In Gua Musang, Kelantan, a total of 7,980 deforestation alerts reported during the period Oct 2 to Oct 9, 2023, covering a total of 97.87 hectares with 77 hectares in primary forest areas. Elsewhere in the state, deforestation alerts covered a total of 120 hectares.

In Pahang, there were 16309 alerts in the same week, covering 200.3 hectares, covering 51 hectares in primary forest areas and close to 3 hectares in protected areas.

For the same period, Hulu Langat, Selangor, recorded 49 alerts with 0.31 hectares of them in primary forest while Shah Alam reported 151 total alerts during the week reviewed, covering 1.86 hectares of non forest areas.

Other states in the peninsula as well as Sabah and Sarawak have also recorded both hotspots or fires in forest areas as well as deforestation activities.

Malaysia in total recorded recorded 68536 GLAD-L deforestation alerts during the week, covering a total of 5.3 thousand hectares. These included forest changes in intact forests, primary forests as well as protected areas.

In the year 2022 alone, Malaysia lost 118 thousand hectares of natural forest, equivalent to 83.9 Mt of CO₂ emissions.

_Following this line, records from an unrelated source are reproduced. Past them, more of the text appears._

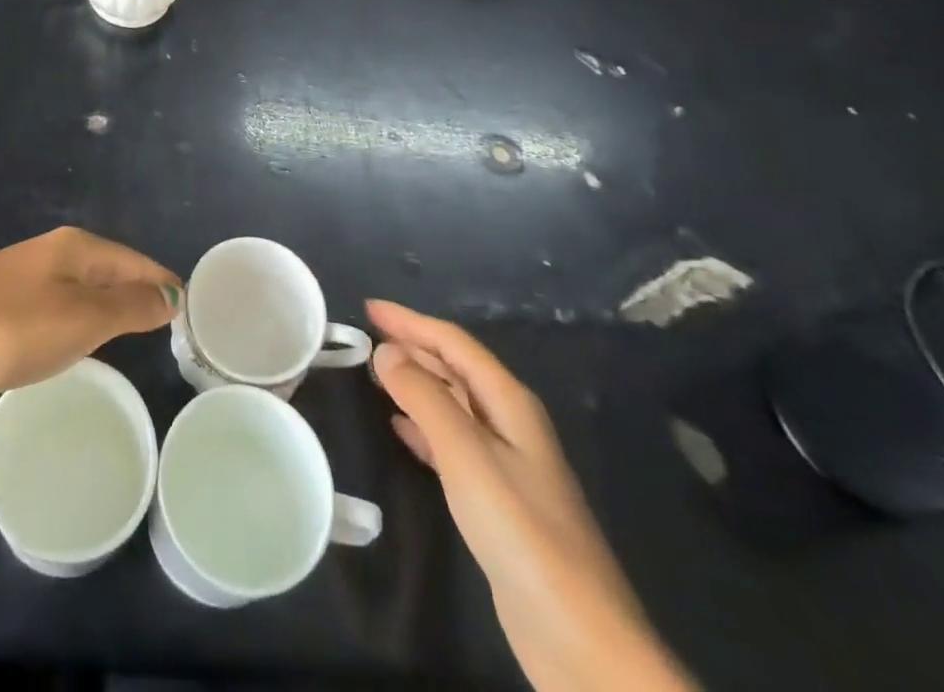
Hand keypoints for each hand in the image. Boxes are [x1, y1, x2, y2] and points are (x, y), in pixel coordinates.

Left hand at [0, 227, 179, 404]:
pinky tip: (73, 340)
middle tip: (166, 329)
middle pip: (111, 269)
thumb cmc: (6, 328)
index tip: (190, 314)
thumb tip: (171, 293)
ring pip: (82, 286)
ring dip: (108, 306)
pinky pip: (56, 303)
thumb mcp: (79, 320)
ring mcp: (22, 273)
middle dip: (139, 293)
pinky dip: (77, 318)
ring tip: (129, 336)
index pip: (137, 261)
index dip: (164, 285)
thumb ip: (128, 307)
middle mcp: (52, 251)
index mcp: (77, 248)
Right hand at [367, 300, 696, 691]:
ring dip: (414, 383)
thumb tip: (386, 351)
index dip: (411, 322)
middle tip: (365, 335)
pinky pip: (450, 441)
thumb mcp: (466, 454)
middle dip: (412, 347)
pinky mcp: (495, 499)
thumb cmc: (521, 531)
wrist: (578, 636)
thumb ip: (424, 398)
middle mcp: (509, 423)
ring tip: (374, 373)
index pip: (454, 344)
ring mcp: (505, 462)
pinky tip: (398, 426)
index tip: (369, 308)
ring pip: (451, 403)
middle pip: (455, 369)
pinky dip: (422, 424)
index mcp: (510, 402)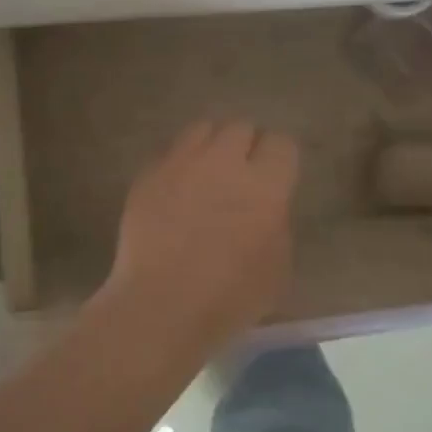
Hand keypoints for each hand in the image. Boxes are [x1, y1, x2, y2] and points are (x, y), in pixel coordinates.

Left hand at [108, 120, 300, 341]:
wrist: (161, 304)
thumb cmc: (229, 297)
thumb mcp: (276, 267)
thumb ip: (276, 222)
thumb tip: (265, 205)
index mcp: (265, 185)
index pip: (281, 143)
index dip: (279, 158)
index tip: (275, 176)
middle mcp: (224, 161)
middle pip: (240, 127)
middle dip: (244, 146)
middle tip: (240, 174)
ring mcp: (181, 162)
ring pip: (202, 129)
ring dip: (210, 145)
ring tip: (206, 172)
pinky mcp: (149, 173)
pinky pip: (170, 152)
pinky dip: (178, 164)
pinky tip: (176, 191)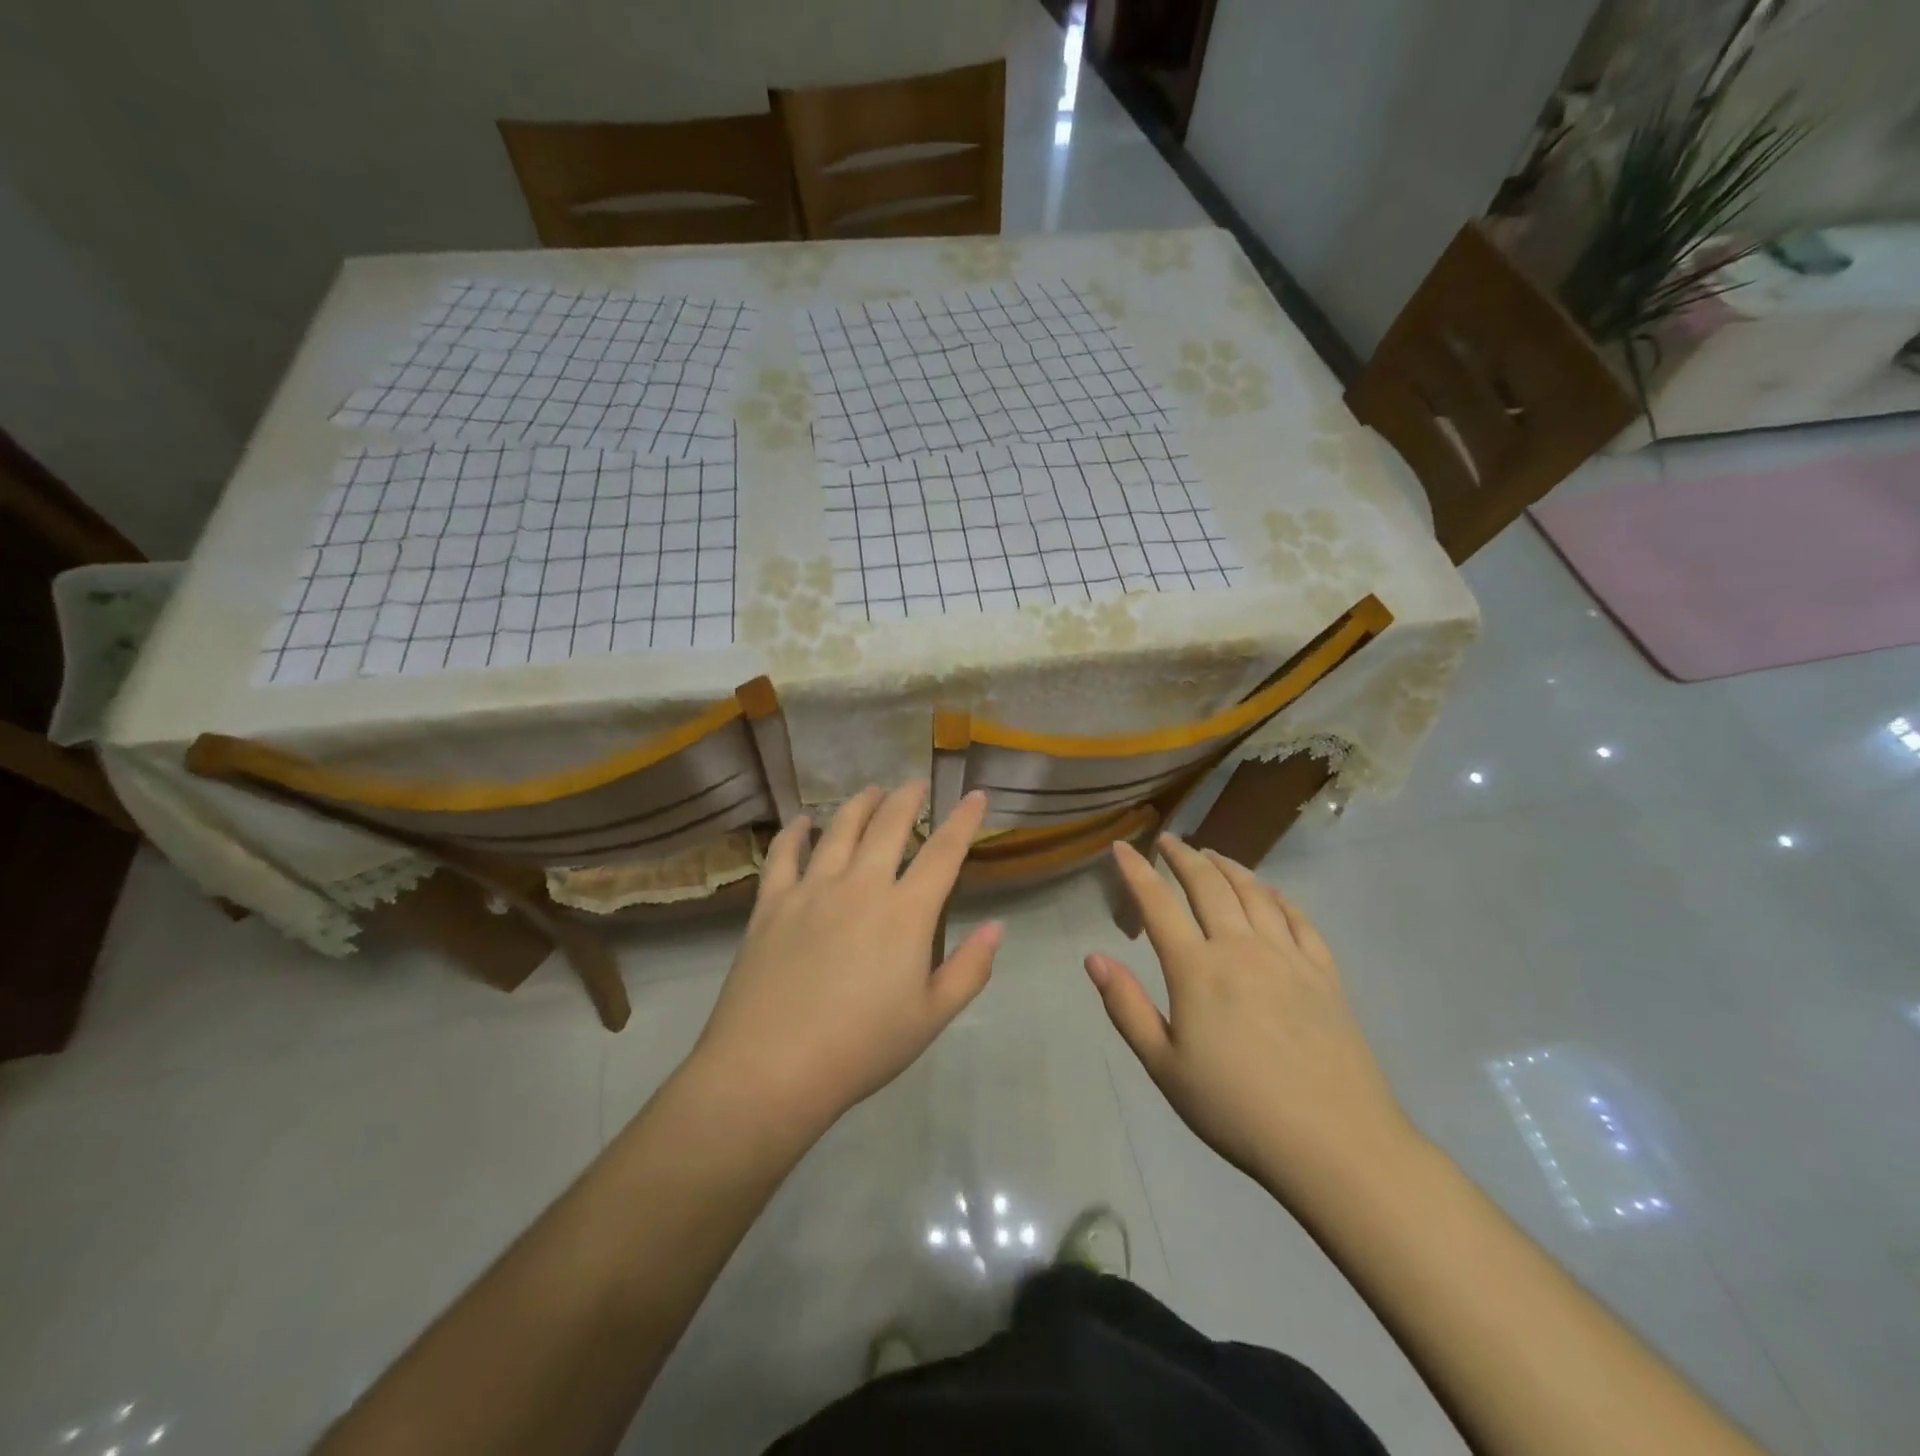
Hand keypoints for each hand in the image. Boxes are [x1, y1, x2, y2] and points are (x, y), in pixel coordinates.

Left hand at [688, 783, 999, 1138]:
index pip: (944, 852)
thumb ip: (970, 969)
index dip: (963, 820)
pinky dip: (795, 832)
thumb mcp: (931, 1018)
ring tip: (872, 791)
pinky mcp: (771, 904)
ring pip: (839, 829)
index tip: (975, 795)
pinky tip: (802, 822)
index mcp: (905, 913)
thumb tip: (998, 927)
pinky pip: (783, 855)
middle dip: (907, 798)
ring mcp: (811, 890)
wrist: (771, 1069)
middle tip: (915, 784)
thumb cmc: (861, 1048)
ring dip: (860, 804)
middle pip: (889, 826)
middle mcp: (860, 886)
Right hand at [1087, 835, 1417, 1198]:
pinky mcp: (1324, 973)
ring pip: (1254, 892)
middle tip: (1168, 841)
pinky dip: (1277, 895)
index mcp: (1197, 969)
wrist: (1335, 1144)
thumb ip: (1126, 1008)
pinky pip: (1298, 918)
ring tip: (1212, 854)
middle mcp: (1241, 948)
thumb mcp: (1165, 1067)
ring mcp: (1288, 956)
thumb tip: (1093, 958)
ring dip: (1228, 866)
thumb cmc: (1237, 1109)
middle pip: (1209, 885)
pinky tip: (1269, 892)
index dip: (1136, 872)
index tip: (1122, 847)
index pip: (1159, 904)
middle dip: (1184, 857)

Between 2001 and 2022, forests in Malaysia emitted 235 MtCO₂e/year, and removed -106 MtCO₂e/year, representing a net carbon source of 129 MtCO₂e/year.

While the good news is Malaysia is relatively doing more to save its rainforests, and cut its greenhouse gas emissions compared with several countries, where there has been huge amounts of tree cover loss due to fires and where fresh air has become a luxury through the combined sources with other air polluters, the country can still be more active and vigilant in monitoring its forests.

The announcement of healthy allocations by Prime Minister Datuk Seri Anwar Ibrahim in the recent Budget 2024 for conservation efforts including funding to states to keep their forest intact and the employment of more forest rangers will certainly go a long way not only in protecting the wildlife and flora and fauna but also the services the rainforests render to humankind, including cleaner air, water sources, medicinal herbs and so much more.

However, these efforts must be speedily translated into real action before more trees are destroyed hurriedly and without the benefit of an Environmental Impact Assessment (in some cases) both by domestic businesses and foreign investors promising billions of ringgit. There must must be more careful study of investments where the depletion of natural resources are inevitable in the long run.

The will to find other ways of revenue from forests be it eco tourism, or other means, must be strong, considering that the country’s rainforest is one of the oldest in the world.